━━ Extracted information ━━

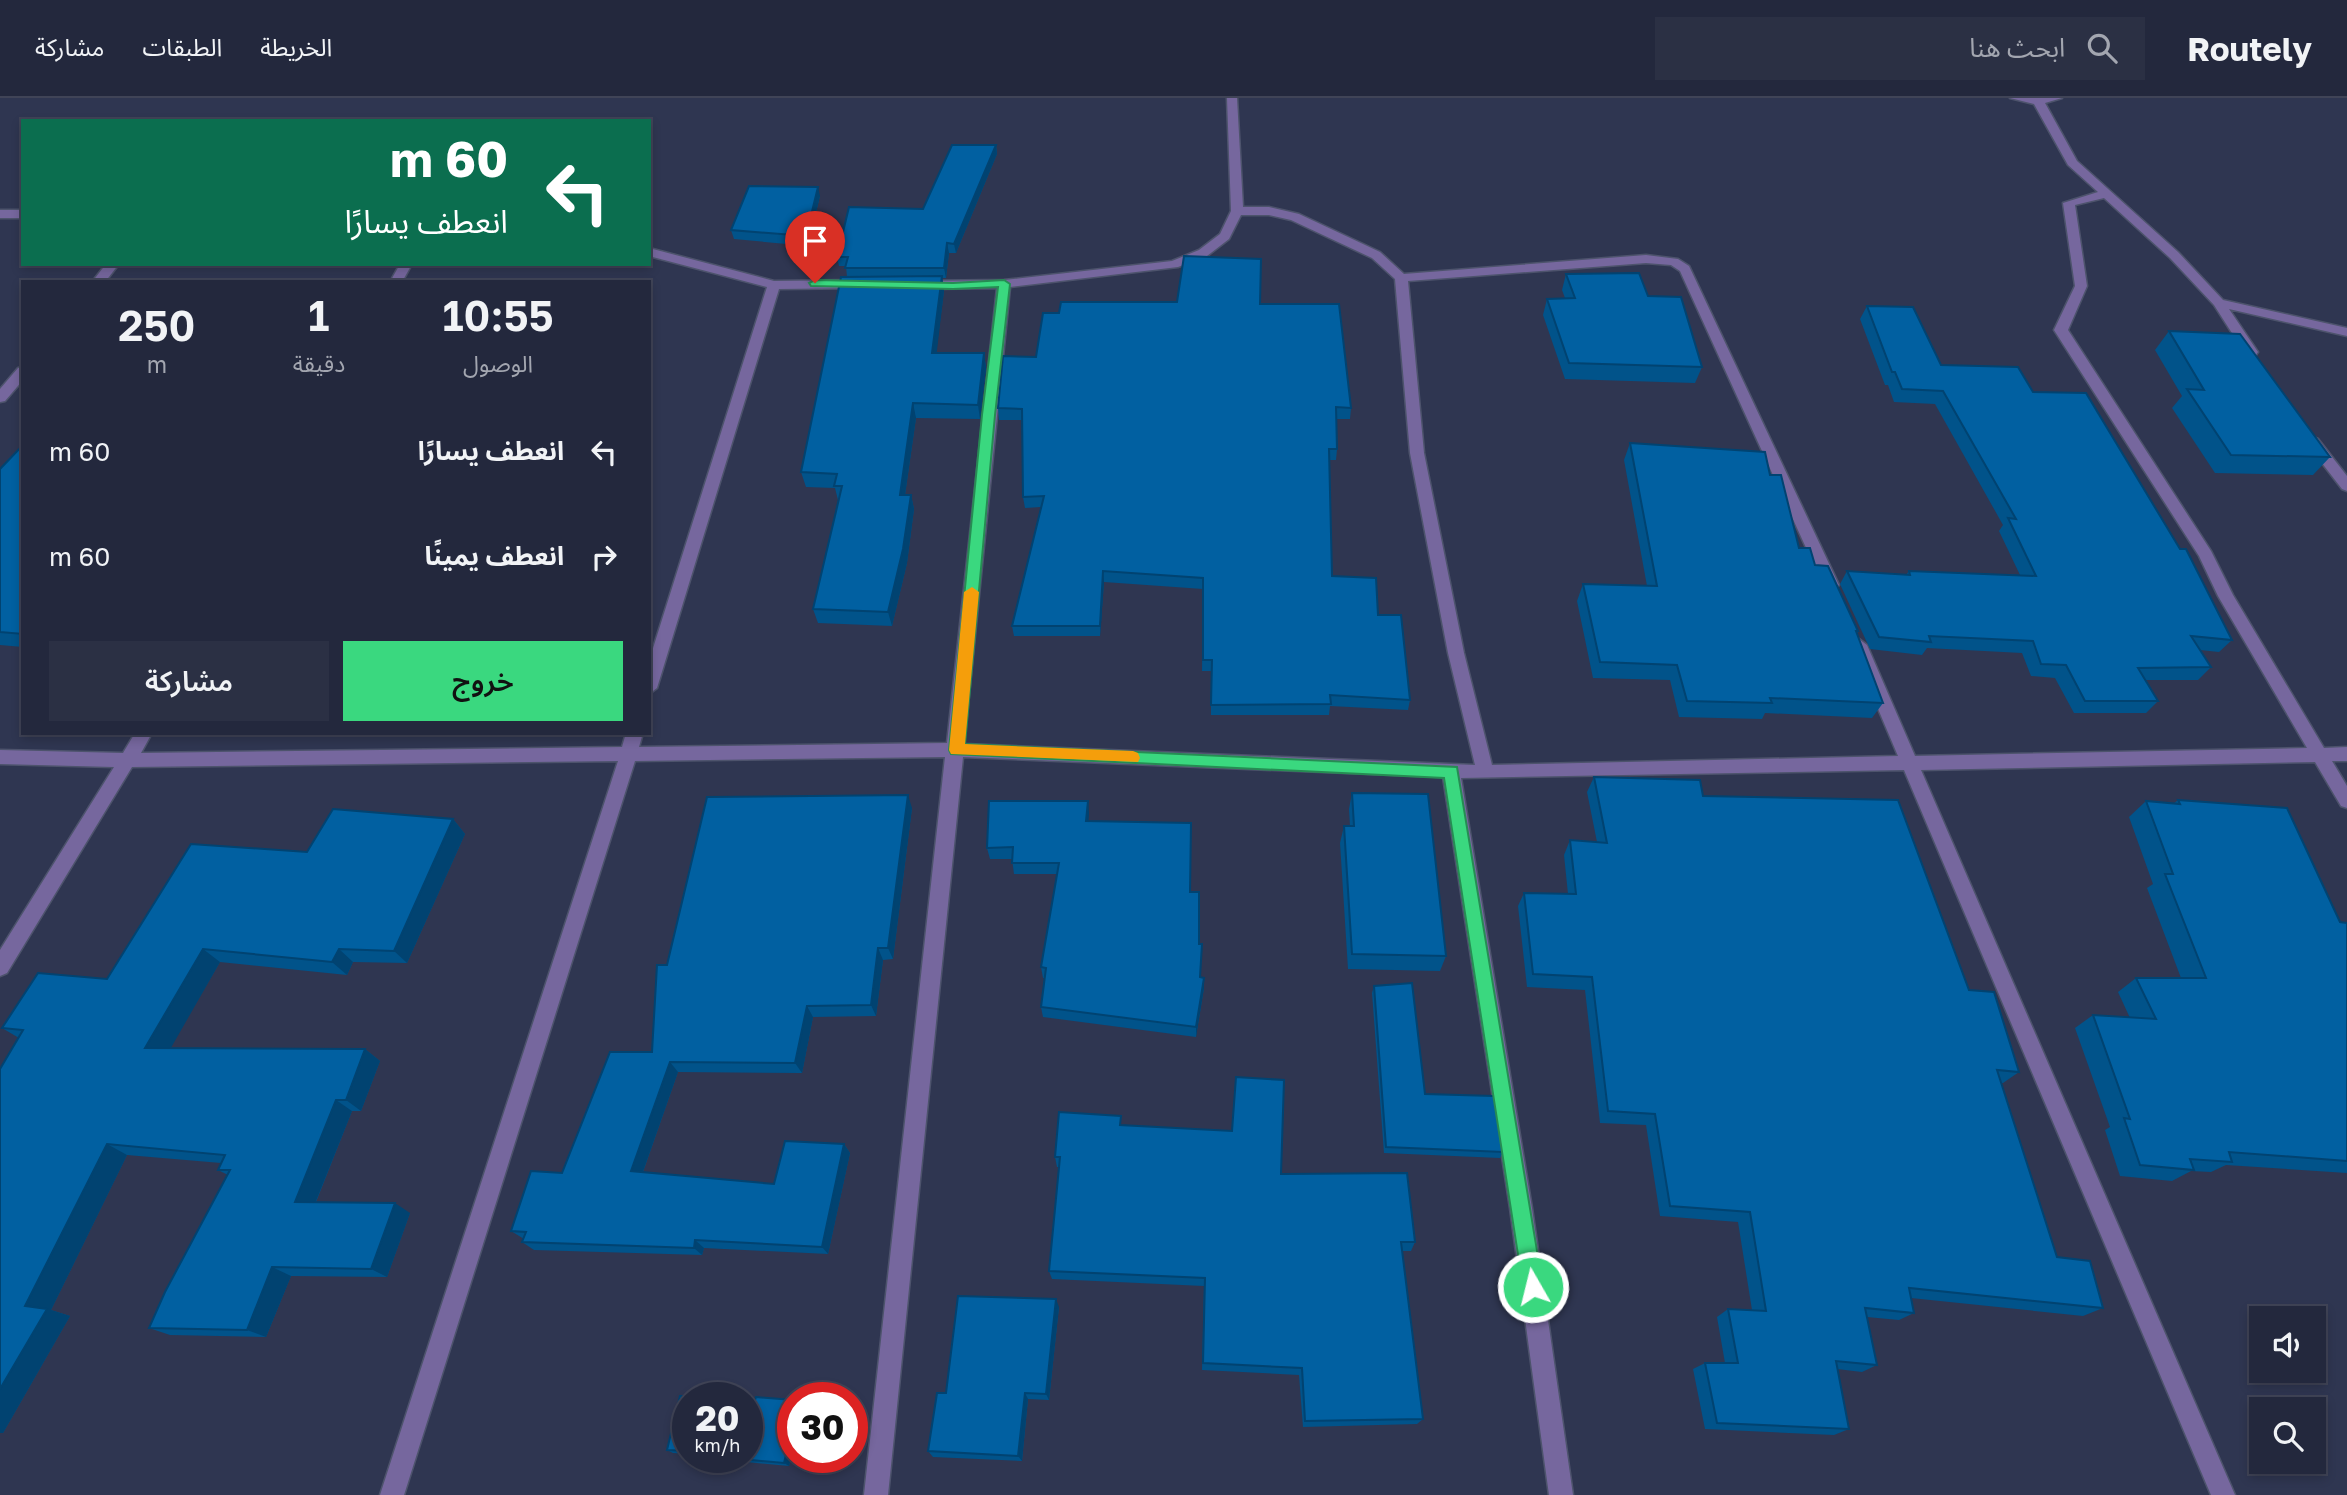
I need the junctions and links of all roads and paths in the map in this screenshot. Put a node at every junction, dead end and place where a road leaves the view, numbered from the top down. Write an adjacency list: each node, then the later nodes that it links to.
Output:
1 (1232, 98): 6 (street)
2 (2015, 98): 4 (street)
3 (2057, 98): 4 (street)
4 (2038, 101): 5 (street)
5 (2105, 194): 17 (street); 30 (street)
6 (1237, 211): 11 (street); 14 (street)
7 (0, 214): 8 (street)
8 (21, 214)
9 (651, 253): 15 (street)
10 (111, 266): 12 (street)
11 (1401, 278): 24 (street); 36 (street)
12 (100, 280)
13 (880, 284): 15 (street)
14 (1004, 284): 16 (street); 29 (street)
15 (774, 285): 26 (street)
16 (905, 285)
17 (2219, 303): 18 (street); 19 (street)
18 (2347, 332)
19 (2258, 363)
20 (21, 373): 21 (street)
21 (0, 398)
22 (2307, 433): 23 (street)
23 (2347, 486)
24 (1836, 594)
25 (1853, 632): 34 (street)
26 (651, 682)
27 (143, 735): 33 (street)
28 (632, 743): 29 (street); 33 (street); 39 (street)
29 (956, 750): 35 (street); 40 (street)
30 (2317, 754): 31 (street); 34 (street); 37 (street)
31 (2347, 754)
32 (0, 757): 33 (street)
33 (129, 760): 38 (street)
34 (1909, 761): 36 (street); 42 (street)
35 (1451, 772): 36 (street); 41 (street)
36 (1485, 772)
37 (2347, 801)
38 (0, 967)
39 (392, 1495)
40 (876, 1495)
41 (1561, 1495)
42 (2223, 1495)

━━━
━━ Extracted information ━━

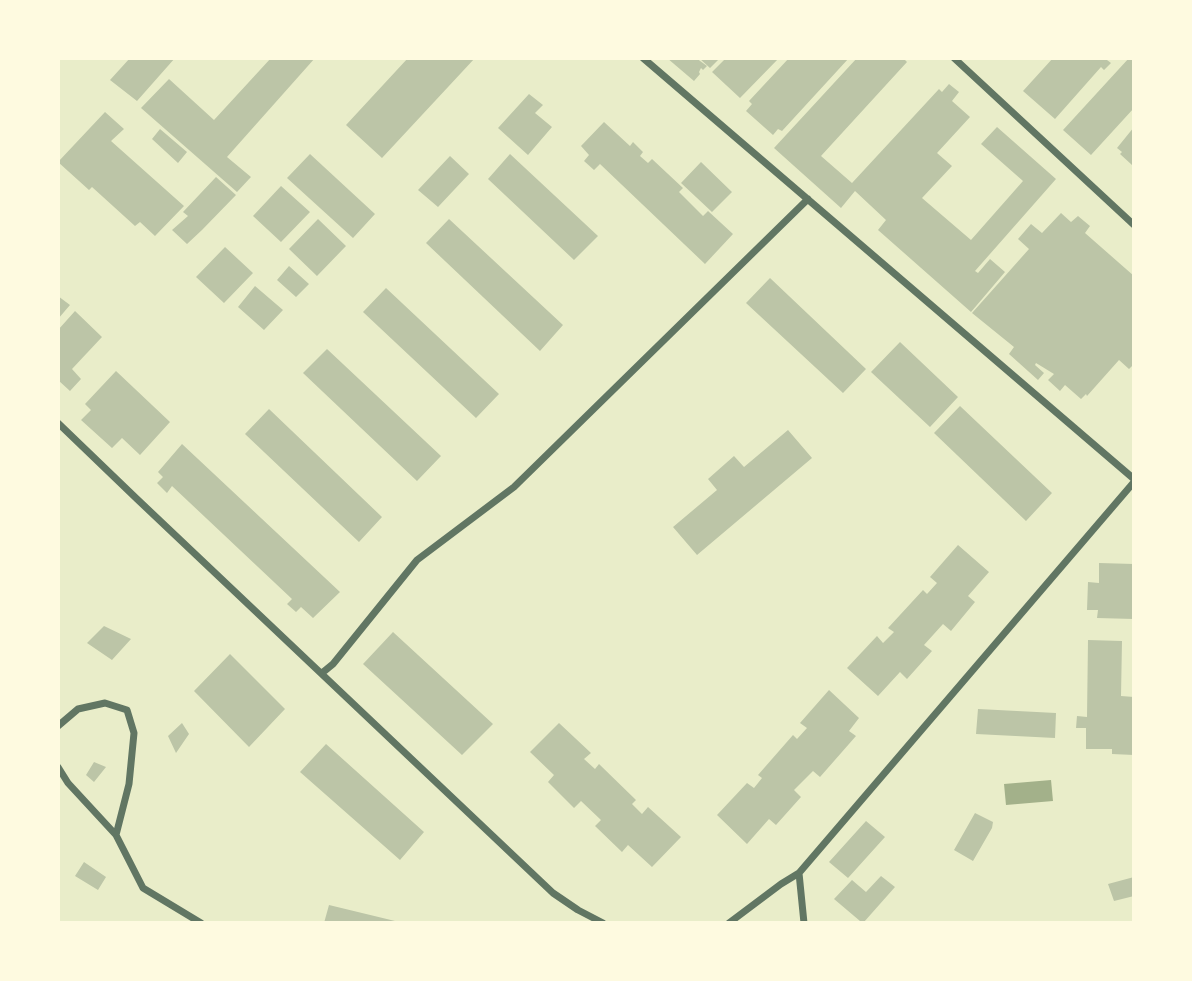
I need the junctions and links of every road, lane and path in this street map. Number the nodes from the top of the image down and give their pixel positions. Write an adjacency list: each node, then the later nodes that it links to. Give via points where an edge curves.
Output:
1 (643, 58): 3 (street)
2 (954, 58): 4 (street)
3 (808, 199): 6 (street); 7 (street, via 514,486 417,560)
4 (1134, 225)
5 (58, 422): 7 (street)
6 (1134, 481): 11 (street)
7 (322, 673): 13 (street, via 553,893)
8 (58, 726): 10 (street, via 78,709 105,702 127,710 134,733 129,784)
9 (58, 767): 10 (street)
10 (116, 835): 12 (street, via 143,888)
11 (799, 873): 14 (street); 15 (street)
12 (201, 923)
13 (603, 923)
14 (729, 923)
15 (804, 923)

━━━

Assigned task »
For every line in the listing above that contains "later", copy that line.

Solution to the exercise »
I need the junctions and links of all roads and paths in the map in this screenshot. Put a node at every junction, dead end and place where a road leaves the view, numbered from the top down. Write an adjacency list: each node, then the later nodes that it links to.
I need the junctions and links of every road, lane and path in this street map. Number the nodes from the top of the image down and give their pixel positions. Write an adjacency list: each node, then the later nodes that it links to. Give via points where an edge curves.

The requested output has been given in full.